Esta barragem, a última do rio Kuanza e a segunda mais potente de Angola, também está a sofrer obras de reabilitação desde 2009. Antes da modernização dos dois grupos de geradores, que implicou a substituição da maioria dos equipamentos instalados desde 1962 (ano da inauguração) Cambambe produzia apenas 90 megawatts (mw). Com a conclusão do projecto, no ano passado, passou a operar à capacidade máxima de 180 mw. Os trabalhos, que representam um investimento de 490 milhões de dólares e envolvem 1700 trabalhadores, estão a ser liderados pela construtora brasileira Odebrecht. A alemã Voith fornece as turbinas, os franceses da Alston asseguram os geradores e os brasileiros da Engevix assinam os trabalhos de engenharia eléctrica.

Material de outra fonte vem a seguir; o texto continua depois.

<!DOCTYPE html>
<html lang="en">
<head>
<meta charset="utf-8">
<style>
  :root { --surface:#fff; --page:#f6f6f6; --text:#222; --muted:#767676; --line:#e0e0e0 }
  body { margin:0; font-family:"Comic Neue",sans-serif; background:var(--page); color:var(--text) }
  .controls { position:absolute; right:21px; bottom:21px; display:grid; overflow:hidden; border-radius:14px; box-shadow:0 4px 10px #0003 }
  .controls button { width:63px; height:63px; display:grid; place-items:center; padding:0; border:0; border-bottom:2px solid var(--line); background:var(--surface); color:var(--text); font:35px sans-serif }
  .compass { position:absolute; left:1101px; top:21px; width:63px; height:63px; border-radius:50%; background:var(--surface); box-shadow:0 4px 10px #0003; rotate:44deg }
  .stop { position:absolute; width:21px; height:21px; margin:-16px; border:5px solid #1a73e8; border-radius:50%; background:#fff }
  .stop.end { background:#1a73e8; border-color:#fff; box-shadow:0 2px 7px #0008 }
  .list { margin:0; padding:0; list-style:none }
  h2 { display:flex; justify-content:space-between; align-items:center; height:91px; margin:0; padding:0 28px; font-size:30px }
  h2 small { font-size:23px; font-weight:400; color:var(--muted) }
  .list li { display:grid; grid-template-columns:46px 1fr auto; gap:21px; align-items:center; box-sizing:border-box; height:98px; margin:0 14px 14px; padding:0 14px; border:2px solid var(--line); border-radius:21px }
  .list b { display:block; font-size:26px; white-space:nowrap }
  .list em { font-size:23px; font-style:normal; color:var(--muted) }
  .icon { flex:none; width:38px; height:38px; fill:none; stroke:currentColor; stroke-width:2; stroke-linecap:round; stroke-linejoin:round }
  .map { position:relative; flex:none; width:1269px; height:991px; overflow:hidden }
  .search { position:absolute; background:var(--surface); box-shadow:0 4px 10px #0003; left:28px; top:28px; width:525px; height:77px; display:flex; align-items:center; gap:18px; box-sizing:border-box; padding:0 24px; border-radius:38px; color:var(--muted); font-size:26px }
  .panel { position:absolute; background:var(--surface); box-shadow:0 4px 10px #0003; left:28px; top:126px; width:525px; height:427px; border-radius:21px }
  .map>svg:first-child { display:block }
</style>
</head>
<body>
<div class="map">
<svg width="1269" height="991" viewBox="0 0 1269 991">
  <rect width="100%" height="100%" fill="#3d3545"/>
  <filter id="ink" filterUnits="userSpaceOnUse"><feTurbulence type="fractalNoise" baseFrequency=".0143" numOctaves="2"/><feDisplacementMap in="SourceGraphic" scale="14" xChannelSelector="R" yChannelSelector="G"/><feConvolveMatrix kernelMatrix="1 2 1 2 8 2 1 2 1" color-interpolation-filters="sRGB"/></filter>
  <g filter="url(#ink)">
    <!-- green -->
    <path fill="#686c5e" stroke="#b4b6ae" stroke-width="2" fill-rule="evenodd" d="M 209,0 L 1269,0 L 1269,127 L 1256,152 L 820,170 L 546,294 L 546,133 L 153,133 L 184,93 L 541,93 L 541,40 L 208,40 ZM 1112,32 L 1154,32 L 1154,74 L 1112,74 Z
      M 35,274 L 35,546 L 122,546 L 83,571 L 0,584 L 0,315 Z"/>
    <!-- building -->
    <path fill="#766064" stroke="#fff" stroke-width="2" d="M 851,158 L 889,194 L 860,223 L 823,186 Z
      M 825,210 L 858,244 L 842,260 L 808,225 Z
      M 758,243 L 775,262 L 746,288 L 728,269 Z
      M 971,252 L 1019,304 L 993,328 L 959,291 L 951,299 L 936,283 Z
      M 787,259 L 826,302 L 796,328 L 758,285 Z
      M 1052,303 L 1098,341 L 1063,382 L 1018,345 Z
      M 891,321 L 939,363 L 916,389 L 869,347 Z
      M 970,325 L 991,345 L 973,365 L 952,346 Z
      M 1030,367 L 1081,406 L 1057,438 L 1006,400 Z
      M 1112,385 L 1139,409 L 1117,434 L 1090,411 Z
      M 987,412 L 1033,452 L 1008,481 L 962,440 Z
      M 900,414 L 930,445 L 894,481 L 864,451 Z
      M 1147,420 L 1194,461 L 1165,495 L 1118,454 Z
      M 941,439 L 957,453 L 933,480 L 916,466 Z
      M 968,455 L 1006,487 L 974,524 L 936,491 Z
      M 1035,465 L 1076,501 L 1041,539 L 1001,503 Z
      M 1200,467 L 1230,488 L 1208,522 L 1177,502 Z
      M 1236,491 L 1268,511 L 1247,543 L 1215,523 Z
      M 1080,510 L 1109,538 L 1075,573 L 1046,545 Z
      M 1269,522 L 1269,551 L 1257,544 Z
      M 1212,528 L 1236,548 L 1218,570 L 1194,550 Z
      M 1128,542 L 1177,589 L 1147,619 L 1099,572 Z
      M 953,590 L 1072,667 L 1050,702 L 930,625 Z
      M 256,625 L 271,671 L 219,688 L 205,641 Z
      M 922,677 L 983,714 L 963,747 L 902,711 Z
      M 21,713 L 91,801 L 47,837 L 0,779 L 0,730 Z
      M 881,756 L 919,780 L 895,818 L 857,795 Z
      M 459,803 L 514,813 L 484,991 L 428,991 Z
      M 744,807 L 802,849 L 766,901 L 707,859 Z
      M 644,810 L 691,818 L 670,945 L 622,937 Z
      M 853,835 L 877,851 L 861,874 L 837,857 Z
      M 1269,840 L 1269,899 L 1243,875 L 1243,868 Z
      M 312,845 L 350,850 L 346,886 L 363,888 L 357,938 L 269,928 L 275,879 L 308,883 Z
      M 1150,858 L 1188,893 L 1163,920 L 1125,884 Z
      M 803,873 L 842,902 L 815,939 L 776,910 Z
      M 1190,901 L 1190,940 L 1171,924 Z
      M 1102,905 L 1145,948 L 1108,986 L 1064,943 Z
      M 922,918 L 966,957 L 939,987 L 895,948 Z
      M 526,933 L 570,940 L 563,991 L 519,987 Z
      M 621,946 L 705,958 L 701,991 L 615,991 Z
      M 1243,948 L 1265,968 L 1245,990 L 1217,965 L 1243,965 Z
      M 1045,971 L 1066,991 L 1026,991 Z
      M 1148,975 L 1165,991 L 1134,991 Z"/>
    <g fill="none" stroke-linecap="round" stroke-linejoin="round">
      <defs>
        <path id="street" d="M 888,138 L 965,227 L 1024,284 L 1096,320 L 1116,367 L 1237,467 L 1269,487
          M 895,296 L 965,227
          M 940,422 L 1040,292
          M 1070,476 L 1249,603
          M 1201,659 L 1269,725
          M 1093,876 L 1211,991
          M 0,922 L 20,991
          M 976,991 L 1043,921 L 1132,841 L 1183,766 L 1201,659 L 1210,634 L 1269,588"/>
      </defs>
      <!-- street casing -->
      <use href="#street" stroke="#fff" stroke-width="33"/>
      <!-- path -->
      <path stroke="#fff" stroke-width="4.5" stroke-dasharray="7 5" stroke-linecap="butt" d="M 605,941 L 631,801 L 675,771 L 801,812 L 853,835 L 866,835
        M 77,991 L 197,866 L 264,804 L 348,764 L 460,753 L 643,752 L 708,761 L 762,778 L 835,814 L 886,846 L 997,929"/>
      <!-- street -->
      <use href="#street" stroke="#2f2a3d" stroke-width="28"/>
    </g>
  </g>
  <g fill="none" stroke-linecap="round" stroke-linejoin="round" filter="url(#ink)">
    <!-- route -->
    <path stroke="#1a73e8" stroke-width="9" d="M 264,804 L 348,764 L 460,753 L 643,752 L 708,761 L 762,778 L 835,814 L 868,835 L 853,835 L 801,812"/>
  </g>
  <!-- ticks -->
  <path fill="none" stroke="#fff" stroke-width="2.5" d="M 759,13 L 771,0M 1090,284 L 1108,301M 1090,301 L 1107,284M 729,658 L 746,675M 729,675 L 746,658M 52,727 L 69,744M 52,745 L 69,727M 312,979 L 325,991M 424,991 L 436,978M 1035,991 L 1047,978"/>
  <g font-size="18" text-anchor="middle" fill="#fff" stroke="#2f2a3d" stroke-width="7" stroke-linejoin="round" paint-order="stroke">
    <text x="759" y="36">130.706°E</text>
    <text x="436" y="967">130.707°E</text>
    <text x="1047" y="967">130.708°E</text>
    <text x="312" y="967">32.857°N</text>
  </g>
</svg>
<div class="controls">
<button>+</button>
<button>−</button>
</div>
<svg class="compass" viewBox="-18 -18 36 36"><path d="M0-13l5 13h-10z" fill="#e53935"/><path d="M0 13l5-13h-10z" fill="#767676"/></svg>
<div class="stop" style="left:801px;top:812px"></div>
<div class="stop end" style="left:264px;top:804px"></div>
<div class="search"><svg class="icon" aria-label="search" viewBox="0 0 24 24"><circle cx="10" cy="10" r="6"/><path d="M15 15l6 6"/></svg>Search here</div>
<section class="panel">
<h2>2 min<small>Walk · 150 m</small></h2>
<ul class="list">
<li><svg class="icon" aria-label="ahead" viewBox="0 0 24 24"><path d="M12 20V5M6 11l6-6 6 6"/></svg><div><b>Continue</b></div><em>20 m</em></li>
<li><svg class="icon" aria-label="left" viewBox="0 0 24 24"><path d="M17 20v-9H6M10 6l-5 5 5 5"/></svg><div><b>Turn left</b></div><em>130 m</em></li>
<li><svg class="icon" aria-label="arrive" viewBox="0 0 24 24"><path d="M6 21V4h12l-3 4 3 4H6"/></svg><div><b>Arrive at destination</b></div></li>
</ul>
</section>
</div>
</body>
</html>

Em paralelo, a própria infra-estrutura da barragem está a ser reabilitada, destacando-se o alteamento da parede que permitirá a subida da albufeira em 28 metros. A obra deverá estar concluída em 2014 e representará um acréscimo da potência de mais 80 mw. Mas o grande “salto” será dado com a segunda fase do projecto, com a construção (já em curso) de um segunda central com oito geradores. No final do processo (estima-se que em 2015), a barragem de Cambambe irá fornecer 960 mw, ou seja, uma potência mais de dez vezes superior.

Lauca e Caculo com caudal ecológico

Isso significa que, em 2015, Cambambe irá ultrapassar Capanda, tornando-se a maior barragem de Angola. Mas será um reinado curto. É que entre elas vai nascer Lauca, cujos trabalhos, liderados pela Odebrecht e fiscalizados por um consórcio luso-alemão (Coba e Lamaya) arrancaram em Julho do ano passado. A obra deverá ficar concluída em 2017 e custará cerca de 3,5 mil milhões de dólares. A EXAME visitou-a na véspera da abertura dos dois túneis que permitirão o desvio do rio. Aproveitou a ocasião para conhecer as instalações onde hoje vivem 590 trabalhadores, dos quais 530 nacionais e os restantes 60 de diversas nacionalidades (em particular de países da America Latina).

O nosso guia foi o director de projecto Elias Estêvão, que já trabalhara em Capanga. As comparações são inevitáveis. Lauca produzirá 2000 mw, aos quais se somam 69 mw de caudal ecológico (aproveitamento da queda de água a jusante), quatro vezes mais do que Capanda. Tem uma altura superior (130 metros) e a albufeira também é maior (188 quilómetros) e será edificada num local que oferece uma vista de cortar a respiração sobre o Kwanza (é impossível não reparar numa grande pedra que, segundo as lendas locais, está associada à queda de uma onça).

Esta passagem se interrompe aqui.